*** Opening of DATA LISTING ***

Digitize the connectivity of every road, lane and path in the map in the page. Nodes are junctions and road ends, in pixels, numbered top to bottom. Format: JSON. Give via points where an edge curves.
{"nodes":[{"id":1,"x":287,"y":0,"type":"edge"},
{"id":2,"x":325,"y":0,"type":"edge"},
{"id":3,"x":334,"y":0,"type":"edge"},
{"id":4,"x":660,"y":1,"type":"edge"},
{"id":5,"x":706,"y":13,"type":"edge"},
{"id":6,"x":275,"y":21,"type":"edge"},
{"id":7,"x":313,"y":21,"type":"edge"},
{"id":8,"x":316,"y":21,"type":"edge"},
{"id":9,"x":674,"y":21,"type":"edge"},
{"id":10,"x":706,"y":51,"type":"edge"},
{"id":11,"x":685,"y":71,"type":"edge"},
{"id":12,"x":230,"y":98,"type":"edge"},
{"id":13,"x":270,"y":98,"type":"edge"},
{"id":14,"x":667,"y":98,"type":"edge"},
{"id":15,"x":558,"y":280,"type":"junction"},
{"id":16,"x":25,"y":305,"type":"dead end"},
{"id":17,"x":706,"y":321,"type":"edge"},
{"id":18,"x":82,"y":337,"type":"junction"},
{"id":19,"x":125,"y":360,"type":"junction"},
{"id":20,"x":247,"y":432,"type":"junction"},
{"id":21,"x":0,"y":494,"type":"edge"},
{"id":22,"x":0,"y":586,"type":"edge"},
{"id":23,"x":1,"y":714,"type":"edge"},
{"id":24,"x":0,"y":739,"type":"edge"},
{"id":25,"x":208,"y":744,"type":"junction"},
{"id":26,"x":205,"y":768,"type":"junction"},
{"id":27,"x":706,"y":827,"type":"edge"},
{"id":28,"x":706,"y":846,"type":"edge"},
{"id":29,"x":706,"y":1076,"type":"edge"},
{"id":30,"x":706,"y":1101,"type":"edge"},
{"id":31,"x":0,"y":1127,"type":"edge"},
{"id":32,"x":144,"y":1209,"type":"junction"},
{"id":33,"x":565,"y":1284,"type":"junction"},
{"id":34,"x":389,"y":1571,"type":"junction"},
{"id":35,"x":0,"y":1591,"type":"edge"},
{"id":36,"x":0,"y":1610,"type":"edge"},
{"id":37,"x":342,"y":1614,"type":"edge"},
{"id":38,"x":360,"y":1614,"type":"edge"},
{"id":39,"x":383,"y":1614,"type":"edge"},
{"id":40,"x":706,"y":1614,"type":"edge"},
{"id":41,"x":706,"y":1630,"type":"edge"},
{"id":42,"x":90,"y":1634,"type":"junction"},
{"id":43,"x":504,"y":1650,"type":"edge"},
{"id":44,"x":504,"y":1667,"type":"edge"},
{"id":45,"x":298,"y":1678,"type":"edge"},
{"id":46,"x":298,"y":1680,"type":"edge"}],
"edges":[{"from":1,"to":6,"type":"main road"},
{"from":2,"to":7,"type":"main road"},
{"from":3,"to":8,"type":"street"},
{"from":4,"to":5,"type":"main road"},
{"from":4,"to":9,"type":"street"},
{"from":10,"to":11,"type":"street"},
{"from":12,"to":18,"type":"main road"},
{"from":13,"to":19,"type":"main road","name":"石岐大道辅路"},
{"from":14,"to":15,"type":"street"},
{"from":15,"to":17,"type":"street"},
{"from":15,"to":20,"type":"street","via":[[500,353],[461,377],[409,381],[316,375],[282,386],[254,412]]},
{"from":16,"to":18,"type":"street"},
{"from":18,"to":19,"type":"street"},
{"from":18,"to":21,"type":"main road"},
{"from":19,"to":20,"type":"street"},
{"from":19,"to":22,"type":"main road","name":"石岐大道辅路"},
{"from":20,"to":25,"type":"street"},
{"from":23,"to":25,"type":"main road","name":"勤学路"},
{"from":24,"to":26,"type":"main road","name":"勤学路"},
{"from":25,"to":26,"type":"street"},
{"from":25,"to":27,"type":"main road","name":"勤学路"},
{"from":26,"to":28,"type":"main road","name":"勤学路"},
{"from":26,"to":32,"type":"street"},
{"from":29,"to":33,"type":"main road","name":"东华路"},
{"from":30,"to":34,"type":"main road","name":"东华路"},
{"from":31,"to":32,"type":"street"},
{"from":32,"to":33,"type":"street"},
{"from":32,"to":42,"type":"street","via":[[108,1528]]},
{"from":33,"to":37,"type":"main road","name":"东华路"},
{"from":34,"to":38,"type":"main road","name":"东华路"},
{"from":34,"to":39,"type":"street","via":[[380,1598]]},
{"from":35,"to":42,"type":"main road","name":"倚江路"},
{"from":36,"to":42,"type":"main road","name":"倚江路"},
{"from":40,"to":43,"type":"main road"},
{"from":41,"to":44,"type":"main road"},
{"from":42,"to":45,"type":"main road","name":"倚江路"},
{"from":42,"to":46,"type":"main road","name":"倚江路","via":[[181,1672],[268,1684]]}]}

*** Close of DATA LISTING ***

#### ACTIVITY:
When you reach the end of the records, set them all down again exactly.

#### REPLY:
Digitize the connectivity of every road, lane and path in the map in the page. Nodes are junctions and road ends, in pixels, numbered top to bottom. Format: JSON. Give via points where an edge curves.
{"nodes":[{"id":1,"x":287,"y":0,"type":"edge"},
{"id":2,"x":325,"y":0,"type":"edge"},
{"id":3,"x":334,"y":0,"type":"edge"},
{"id":4,"x":660,"y":1,"type":"edge"},
{"id":5,"x":706,"y":13,"type":"edge"},
{"id":6,"x":275,"y":21,"type":"edge"},
{"id":7,"x":313,"y":21,"type":"edge"},
{"id":8,"x":316,"y":21,"type":"edge"},
{"id":9,"x":674,"y":21,"type":"edge"},
{"id":10,"x":706,"y":51,"type":"edge"},
{"id":11,"x":685,"y":71,"type":"edge"},
{"id":12,"x":230,"y":98,"type":"edge"},
{"id":13,"x":270,"y":98,"type":"edge"},
{"id":14,"x":667,"y":98,"type":"edge"},
{"id":15,"x":558,"y":280,"type":"junction"},
{"id":16,"x":25,"y":305,"type":"dead end"},
{"id":17,"x":706,"y":321,"type":"edge"},
{"id":18,"x":82,"y":337,"type":"junction"},
{"id":19,"x":125,"y":360,"type":"junction"},
{"id":20,"x":247,"y":432,"type":"junction"},
{"id":21,"x":0,"y":494,"type":"edge"},
{"id":22,"x":0,"y":586,"type":"edge"},
{"id":23,"x":1,"y":714,"type":"edge"},
{"id":24,"x":0,"y":739,"type":"edge"},
{"id":25,"x":208,"y":744,"type":"junction"},
{"id":26,"x":205,"y":768,"type":"junction"},
{"id":27,"x":706,"y":827,"type":"edge"},
{"id":28,"x":706,"y":846,"type":"edge"},
{"id":29,"x":706,"y":1076,"type":"edge"},
{"id":30,"x":706,"y":1101,"type":"edge"},
{"id":31,"x":0,"y":1127,"type":"edge"},
{"id":32,"x":144,"y":1209,"type":"junction"},
{"id":33,"x":565,"y":1284,"type":"junction"},
{"id":34,"x":389,"y":1571,"type":"junction"},
{"id":35,"x":0,"y":1591,"type":"edge"},
{"id":36,"x":0,"y":1610,"type":"edge"},
{"id":37,"x":342,"y":1614,"type":"edge"},
{"id":38,"x":360,"y":1614,"type":"edge"},
{"id":39,"x":383,"y":1614,"type":"edge"},
{"id":40,"x":706,"y":1614,"type":"edge"},
{"id":41,"x":706,"y":1630,"type":"edge"},
{"id":42,"x":90,"y":1634,"type":"junction"},
{"id":43,"x":504,"y":1650,"type":"edge"},
{"id":44,"x":504,"y":1667,"type":"edge"},
{"id":45,"x":298,"y":1678,"type":"edge"},
{"id":46,"x":298,"y":1680,"type":"edge"}],
"edges":[{"from":1,"to":6,"type":"main road"},
{"from":2,"to":7,"type":"main road"},
{"from":3,"to":8,"type":"street"},
{"from":4,"to":5,"type":"main road"},
{"from":4,"to":9,"type":"street"},
{"from":10,"to":11,"type":"street"},
{"from":12,"to":18,"type":"main road"},
{"from":13,"to":19,"type":"main road","name":"石岐大道辅路"},
{"from":14,"to":15,"type":"street"},
{"from":15,"to":17,"type":"street"},
{"from":15,"to":20,"type":"street","via":[[500,353],[461,377],[409,381],[316,375],[282,386],[254,412]]},
{"from":16,"to":18,"type":"street"},
{"from":18,"to":19,"type":"street"},
{"from":18,"to":21,"type":"main road"},
{"from":19,"to":20,"type":"street"},
{"from":19,"to":22,"type":"main road","name":"石岐大道辅路"},
{"from":20,"to":25,"type":"street"},
{"from":23,"to":25,"type":"main road","name":"勤学路"},
{"from":24,"to":26,"type":"main road","name":"勤学路"},
{"from":25,"to":26,"type":"street"},
{"from":25,"to":27,"type":"main road","name":"勤学路"},
{"from":26,"to":28,"type":"main road","name":"勤学路"},
{"from":26,"to":32,"type":"street"},
{"from":29,"to":33,"type":"main road","name":"东华路"},
{"from":30,"to":34,"type":"main road","name":"东华路"},
{"from":31,"to":32,"type":"street"},
{"from":32,"to":33,"type":"street"},
{"from":32,"to":42,"type":"street","via":[[108,1528]]},
{"from":33,"to":37,"type":"main road","name":"东华路"},
{"from":34,"to":38,"type":"main road","name":"东华路"},
{"from":34,"to":39,"type":"street","via":[[380,1598]]},
{"from":35,"to":42,"type":"main road","name":"倚江路"},
{"from":36,"to":42,"type":"main road","name":"倚江路"},
{"from":40,"to":43,"type":"main road"},
{"from":41,"to":44,"type":"main road"},
{"from":42,"to":45,"type":"main road","name":"倚江路"},
{"from":42,"to":46,"type":"main road","name":"倚江路","via":[[181,1672],[268,1684]]}]}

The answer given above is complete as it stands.